On Dec. 6, 1989, a gunman entered L’Ecole Polytechnique in Montreal, segregating the female students from the male students and began firing at the female engineering students.

On that day, 14 young women lost their lives to violence. The event has become known as the Montreal Massacre and is symbolic of the fight to end violence against women. In 1991, Canada’s Parliament declared December 6 a National Day of Mourning and the National Day to End Violence Against Women.

Across the country December 6 is marked by vigils, discussions and other reflections on violence against women. 

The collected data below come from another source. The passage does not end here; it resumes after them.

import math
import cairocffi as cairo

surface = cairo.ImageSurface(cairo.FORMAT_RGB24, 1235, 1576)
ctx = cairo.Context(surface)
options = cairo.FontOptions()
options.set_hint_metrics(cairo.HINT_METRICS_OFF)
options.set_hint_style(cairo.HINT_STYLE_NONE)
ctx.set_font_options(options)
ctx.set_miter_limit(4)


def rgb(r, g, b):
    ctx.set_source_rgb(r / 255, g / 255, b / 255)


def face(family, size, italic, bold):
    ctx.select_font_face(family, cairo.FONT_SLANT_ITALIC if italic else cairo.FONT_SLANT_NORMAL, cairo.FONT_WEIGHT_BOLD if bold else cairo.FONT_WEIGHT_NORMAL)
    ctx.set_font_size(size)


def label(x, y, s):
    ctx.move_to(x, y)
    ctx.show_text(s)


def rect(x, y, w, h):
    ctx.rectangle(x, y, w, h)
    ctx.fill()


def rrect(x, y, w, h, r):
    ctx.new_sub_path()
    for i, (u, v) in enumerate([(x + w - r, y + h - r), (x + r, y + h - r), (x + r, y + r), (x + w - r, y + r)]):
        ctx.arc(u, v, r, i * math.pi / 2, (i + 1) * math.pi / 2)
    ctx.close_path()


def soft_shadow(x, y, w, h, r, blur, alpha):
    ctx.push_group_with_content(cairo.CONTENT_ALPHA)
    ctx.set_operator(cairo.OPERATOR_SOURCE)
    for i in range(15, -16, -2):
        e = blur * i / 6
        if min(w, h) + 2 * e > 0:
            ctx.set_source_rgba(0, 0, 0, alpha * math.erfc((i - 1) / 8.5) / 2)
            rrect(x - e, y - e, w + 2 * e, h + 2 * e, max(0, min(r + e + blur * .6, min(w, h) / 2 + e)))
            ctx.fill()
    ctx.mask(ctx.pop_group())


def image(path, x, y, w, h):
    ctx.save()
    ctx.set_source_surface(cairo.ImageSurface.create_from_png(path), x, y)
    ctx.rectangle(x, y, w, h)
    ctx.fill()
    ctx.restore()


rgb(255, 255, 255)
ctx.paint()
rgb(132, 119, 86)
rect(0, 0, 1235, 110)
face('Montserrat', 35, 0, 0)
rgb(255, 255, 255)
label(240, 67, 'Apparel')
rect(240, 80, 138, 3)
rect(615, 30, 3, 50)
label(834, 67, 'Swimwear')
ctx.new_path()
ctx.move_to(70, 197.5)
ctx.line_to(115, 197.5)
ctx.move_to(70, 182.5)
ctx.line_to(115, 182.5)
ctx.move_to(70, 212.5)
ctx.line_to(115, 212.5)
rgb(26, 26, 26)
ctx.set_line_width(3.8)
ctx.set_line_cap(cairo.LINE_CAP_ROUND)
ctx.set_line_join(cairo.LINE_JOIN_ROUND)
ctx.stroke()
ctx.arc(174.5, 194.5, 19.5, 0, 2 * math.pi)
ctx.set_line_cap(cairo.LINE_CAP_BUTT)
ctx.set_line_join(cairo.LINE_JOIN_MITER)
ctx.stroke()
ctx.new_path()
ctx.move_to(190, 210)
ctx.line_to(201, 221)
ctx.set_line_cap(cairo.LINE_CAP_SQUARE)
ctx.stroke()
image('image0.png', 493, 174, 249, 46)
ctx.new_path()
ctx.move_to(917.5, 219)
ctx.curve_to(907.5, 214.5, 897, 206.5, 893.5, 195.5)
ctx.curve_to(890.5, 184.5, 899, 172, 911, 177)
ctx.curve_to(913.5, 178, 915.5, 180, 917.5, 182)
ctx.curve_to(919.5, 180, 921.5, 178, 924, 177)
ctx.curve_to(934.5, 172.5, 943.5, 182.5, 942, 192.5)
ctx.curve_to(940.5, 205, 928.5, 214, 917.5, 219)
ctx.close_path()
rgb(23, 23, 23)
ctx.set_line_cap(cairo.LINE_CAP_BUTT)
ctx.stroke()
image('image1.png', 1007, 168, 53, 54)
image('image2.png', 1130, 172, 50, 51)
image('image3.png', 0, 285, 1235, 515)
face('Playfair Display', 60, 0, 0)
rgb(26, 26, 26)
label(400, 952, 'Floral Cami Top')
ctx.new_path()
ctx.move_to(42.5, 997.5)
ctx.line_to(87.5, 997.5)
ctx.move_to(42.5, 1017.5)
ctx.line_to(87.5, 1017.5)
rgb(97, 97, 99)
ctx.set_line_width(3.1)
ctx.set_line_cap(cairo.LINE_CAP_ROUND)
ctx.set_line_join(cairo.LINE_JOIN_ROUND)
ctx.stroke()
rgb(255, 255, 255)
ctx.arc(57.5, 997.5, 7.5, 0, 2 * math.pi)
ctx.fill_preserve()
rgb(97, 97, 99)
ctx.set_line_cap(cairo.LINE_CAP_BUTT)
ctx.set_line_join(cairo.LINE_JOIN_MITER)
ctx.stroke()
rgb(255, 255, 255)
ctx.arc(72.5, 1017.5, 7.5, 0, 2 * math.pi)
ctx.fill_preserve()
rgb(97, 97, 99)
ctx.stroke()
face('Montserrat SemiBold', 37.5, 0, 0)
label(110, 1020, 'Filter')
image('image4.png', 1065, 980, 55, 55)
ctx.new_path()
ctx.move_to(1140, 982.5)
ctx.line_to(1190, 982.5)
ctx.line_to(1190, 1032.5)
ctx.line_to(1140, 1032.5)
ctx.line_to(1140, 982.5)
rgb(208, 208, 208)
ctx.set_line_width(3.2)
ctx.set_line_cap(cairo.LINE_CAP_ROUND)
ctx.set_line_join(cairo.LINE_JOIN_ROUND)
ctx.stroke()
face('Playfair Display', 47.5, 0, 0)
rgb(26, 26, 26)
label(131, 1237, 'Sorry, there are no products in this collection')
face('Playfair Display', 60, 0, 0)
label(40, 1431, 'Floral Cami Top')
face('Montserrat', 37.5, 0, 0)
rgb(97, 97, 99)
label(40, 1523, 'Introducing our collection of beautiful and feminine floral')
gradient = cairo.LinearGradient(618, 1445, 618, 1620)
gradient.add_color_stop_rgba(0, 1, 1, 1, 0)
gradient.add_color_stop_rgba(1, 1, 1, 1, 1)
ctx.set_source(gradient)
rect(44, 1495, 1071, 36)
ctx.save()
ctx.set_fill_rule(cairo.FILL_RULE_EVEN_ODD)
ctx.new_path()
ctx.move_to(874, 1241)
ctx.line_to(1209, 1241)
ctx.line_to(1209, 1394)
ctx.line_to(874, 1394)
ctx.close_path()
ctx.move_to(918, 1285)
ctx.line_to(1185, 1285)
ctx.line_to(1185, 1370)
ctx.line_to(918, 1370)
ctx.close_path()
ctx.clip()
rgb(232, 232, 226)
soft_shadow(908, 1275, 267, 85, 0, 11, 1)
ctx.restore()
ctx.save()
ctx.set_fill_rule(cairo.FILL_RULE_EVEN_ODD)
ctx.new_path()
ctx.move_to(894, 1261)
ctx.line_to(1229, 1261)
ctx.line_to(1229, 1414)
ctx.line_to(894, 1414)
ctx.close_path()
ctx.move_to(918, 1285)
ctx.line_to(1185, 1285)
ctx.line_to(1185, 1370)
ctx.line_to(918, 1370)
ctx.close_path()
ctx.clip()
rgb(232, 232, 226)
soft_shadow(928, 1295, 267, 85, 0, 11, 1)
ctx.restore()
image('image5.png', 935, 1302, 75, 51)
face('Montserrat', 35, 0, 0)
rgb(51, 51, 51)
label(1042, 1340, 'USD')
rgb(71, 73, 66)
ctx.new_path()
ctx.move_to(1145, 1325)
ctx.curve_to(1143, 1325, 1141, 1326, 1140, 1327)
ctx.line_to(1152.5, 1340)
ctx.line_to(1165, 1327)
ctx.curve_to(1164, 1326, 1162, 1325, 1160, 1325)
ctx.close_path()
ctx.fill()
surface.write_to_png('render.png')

Today, The Manitoba Federation of Labour hosted a luncheon at the Union Centre at noon in memory of the slain women and women slain in Manitoba over the past year.

Canadian Labour Congress Secretary-Treasurer, Barb Byers spoke at the luncheon and reminded attendees about the importance of speaking out against violence and the #NOTokay social media campaign by YWCA Canada which asks why we treat violence against women lightly in our popular culture.

In Canada, one in two women over the age of 16 has experienced physical or sexual violence, and at least 67 per cent of Canadians say they know at least one woman who has experienced this type of abuse, according to research from the Canadian Women's Foundation. On average, as the campaign notes, a woman is killed every six days by an intimate partner.